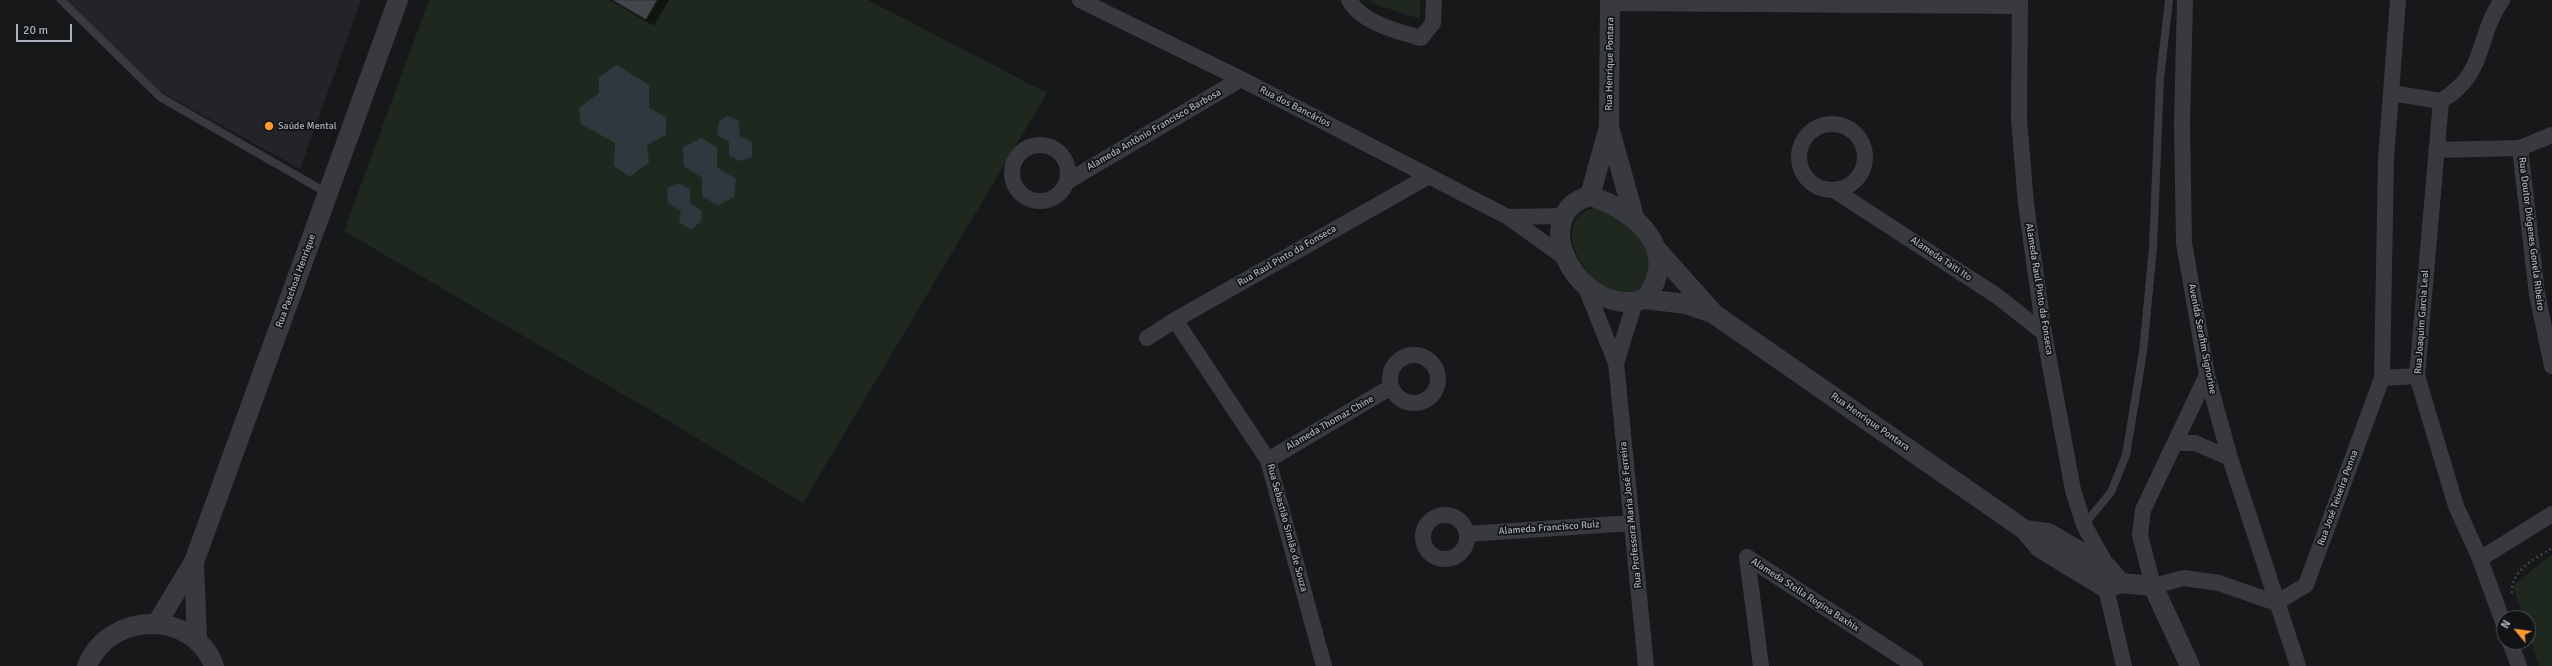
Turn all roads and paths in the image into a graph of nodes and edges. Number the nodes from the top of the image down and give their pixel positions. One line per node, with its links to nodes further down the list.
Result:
1 (61, 0): 23 (lane)
2 (398, 0): 23 (street, Rua Paschoal Henrique)
3 (1080, 0): 13 (street, Rua dos Bancários)
4 (1349, 0): 5 (street)
5 (1434, 0)
6 (2169, 0): 47 (lane)
7 (2185, 0): 38 (street, Avenida Serafim Signorine)
8 (2398, 0): 14 (street)
9 (2502, 0): 15 (street)
10 (1610, 1): 11 (street); 16 (street, Rua Henrique Pontara)
11 (1814, 2): 12 (street)
12 (2020, 3): 34 (street, Alameda Raul Pinto da Fonseca)
13 (1241, 79): 20 (street, Rua dos Bancários); 21 (street, Alameda Antônio Francisco Barbosa)
14 (2391, 94): 15 (street); 40 (street)
15 (2440, 101): 19 (street, Rua Joaquim Garcia Leal)
16 (1609, 127): 24 (street, Rua Henrique Pontara); 27 (street, Rua Henrique Pontara)
17 (2552, 135): 18 (street)
18 (2520, 148): 19 (street); 37 (street, Rua Doutor Diógenes Gonela Ribeiro)
19 (2436, 150): 39 (street, Rua Joaquim Garcia Leal)
20 (1429, 176): 26 (street, Rua dos Bancários); 33 (street, Rua Raul Pinto da Fonseca)
21 (1068, 181)
22 (1834, 190): 22 (street, Alameda Taiti Ito); 34 (street, Alameda Taiti Ito)
23 (328, 194): 52 (street, Rua Paschoal Henrique)
24 (1590, 196): 25 (street); 27 (street)
25 (1565, 216): 26 (street, Rua dos Bancários); 29 (street)
26 (1508, 217): 29 (street, Rua dos Bancários)
27 (1634, 217): 28 (street)
28 (1658, 252): 31 (street); 32 (street, Rua Henrique Pontara)
29 (1564, 256): 30 (street)
30 (1586, 288): 31 (street); 36 (street, Rua Professora Maria José Ferreira)
31 (1640, 301): 32 (street, Rua Henrique Pontara); 36 (street, Rua Professora Maria José Ferreira)
32 (1714, 314): 48 (street, Rua Henrique Pontara)
33 (1174, 320): 35 (street, Rua Raul Pinto da Fonseca); 44 (street, Rua Sebastião Simião de Souza)
34 (2044, 333): 47 (street, Alameda Raul Pinto da Fonseca)
35 (1147, 338)
36 (1616, 363): 46 (street, Rua Professora Maria José Ferreira)
37 (2552, 366)
38 (2207, 375): 42 (street); 43 (street, Avenida Serafim Signorine)
39 (2417, 376): 40 (street); 51 (street, Rua Joaquim Garcia Leal)
40 (2382, 378): 57 (street, Rua José Teixeira Penna)
41 (1391, 387): 44 (street, Alameda Thomaz Chine)
42 (2177, 443): 43 (street); 55 (street)
43 (2230, 458): 57 (street, Avenida Serafim Signorine)
44 (1268, 460): 64 (street, Rua Sebastião Simião de Souza)
45 (2552, 514): 51 (street)
46 (1632, 522): 49 (street, Alameda Francisco Ruiz); 65 (street, Rua Professora Maria José Ferreira)
47 (2084, 525): 53 (street, Alameda Raul Pinto da Fonseca)
48 (2025, 530): 53 (street, Rua Henrique Pontara); 54 (street, Rua Henrique Pontara)
49 (1467, 534)
50 (2552, 548): 56 (path)
51 (2480, 558): 58 (street, Rua Joaquim Garcia Leal)
52 (194, 562): 59 (street, Rua Paschoal Henrique); 60 (street, Rua Paschoal Henrique)
53 (2108, 568): 54 (street, Rua Henrique Pontara)
54 (2114, 586): 55 (street); 68 (street)
55 (2153, 586): 57 (street); 69 (street)
56 (2512, 596)
57 (2276, 603): 70 (street, Avenida Serafim Signorine)
58 (2499, 610)
59 (157, 623): 60 (street); 62 (street)
60 (197, 640): 63 (street)
61 (2513, 650): 71 (street)
62 (87, 666)
63 (214, 666)
64 (1324, 666)
65 (1646, 666)
66 (1761, 666): 67 (street, Alameda Stella Regina Baxhix)
67 (1915, 666)
68 (2124, 666)
69 (2190, 666)
70 (2298, 666)
71 (2519, 666)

WHAT IS BEING ASKED |
Only the listing above, set down exactly and without pictures, belongs in the answer.

YOUR RESPONSE |
Turn all roads and paths in the image into a graph of nodes and edges. Number the nodes from the top of the image down and give their pixel positions. One line per node, with its links to nodes further down the list.
Result:
1 (61, 0): 23 (lane)
2 (398, 0): 23 (street, Rua Paschoal Henrique)
3 (1080, 0): 13 (street, Rua dos Bancários)
4 (1349, 0): 5 (street)
5 (1434, 0)
6 (2169, 0): 47 (lane)
7 (2185, 0): 38 (street, Avenida Serafim Signorine)
8 (2398, 0): 14 (street)
9 (2502, 0): 15 (street)
10 (1610, 1): 11 (street); 16 (street, Rua Henrique Pontara)
11 (1814, 2): 12 (street)
12 (2020, 3): 34 (street, Alameda Raul Pinto da Fonseca)
13 (1241, 79): 20 (street, Rua dos Bancários); 21 (street, Alameda Antônio Francisco Barbosa)
14 (2391, 94): 15 (street); 40 (street)
15 (2440, 101): 19 (street, Rua Joaquim Garcia Leal)
16 (1609, 127): 24 (street, Rua Henrique Pontara); 27 (street, Rua Henrique Pontara)
17 (2552, 135): 18 (street)
18 (2520, 148): 19 (street); 37 (street, Rua Doutor Diógenes Gonela Ribeiro)
19 (2436, 150): 39 (street, Rua Joaquim Garcia Leal)
20 (1429, 176): 26 (street, Rua dos Bancários); 33 (street, Rua Raul Pinto da Fonseca)
21 (1068, 181)
22 (1834, 190): 22 (street, Alameda Taiti Ito); 34 (street, Alameda Taiti Ito)
23 (328, 194): 52 (street, Rua Paschoal Henrique)
24 (1590, 196): 25 (street); 27 (street)
25 (1565, 216): 26 (street, Rua dos Bancários); 29 (street)
26 (1508, 217): 29 (street, Rua dos Bancários)
27 (1634, 217): 28 (street)
28 (1658, 252): 31 (street); 32 (street, Rua Henrique Pontara)
29 (1564, 256): 30 (street)
30 (1586, 288): 31 (street); 36 (street, Rua Professora Maria José Ferreira)
31 (1640, 301): 32 (street, Rua Henrique Pontara); 36 (street, Rua Professora Maria José Ferreira)
32 (1714, 314): 48 (street, Rua Henrique Pontara)
33 (1174, 320): 35 (street, Rua Raul Pinto da Fonseca); 44 (street, Rua Sebastião Simião de Souza)
34 (2044, 333): 47 (street, Alameda Raul Pinto da Fonseca)
35 (1147, 338)
36 (1616, 363): 46 (street, Rua Professora Maria José Ferreira)
37 (2552, 366)
38 (2207, 375): 42 (street); 43 (street, Avenida Serafim Signorine)
39 (2417, 376): 40 (street); 51 (street, Rua Joaquim Garcia Leal)
40 (2382, 378): 57 (street, Rua José Teixeira Penna)
41 (1391, 387): 44 (street, Alameda Thomaz Chine)
42 (2177, 443): 43 (street); 55 (street)
43 (2230, 458): 57 (street, Avenida Serafim Signorine)
44 (1268, 460): 64 (street, Rua Sebastião Simião de Souza)
45 (2552, 514): 51 (street)
46 (1632, 522): 49 (street, Alameda Francisco Ruiz); 65 (street, Rua Professora Maria José Ferreira)
47 (2084, 525): 53 (street, Alameda Raul Pinto da Fonseca)
48 (2025, 530): 53 (street, Rua Henrique Pontara); 54 (street, Rua Henrique Pontara)
49 (1467, 534)
50 (2552, 548): 56 (path)
51 (2480, 558): 58 (street, Rua Joaquim Garcia Leal)
52 (194, 562): 59 (street, Rua Paschoal Henrique); 60 (street, Rua Paschoal Henrique)
53 (2108, 568): 54 (street, Rua Henrique Pontara)
54 (2114, 586): 55 (street); 68 (street)
55 (2153, 586): 57 (street); 69 (street)
56 (2512, 596)
57 (2276, 603): 70 (street, Avenida Serafim Signorine)
58 (2499, 610)
59 (157, 623): 60 (street); 62 (street)
60 (197, 640): 63 (street)
61 (2513, 650): 71 (street)
62 (87, 666)
63 (214, 666)
64 (1324, 666)
65 (1646, 666)
66 (1761, 666): 67 (street, Alameda Stella Regina Baxhix)
67 (1915, 666)
68 (2124, 666)
69 (2190, 666)
70 (2298, 666)
71 (2519, 666)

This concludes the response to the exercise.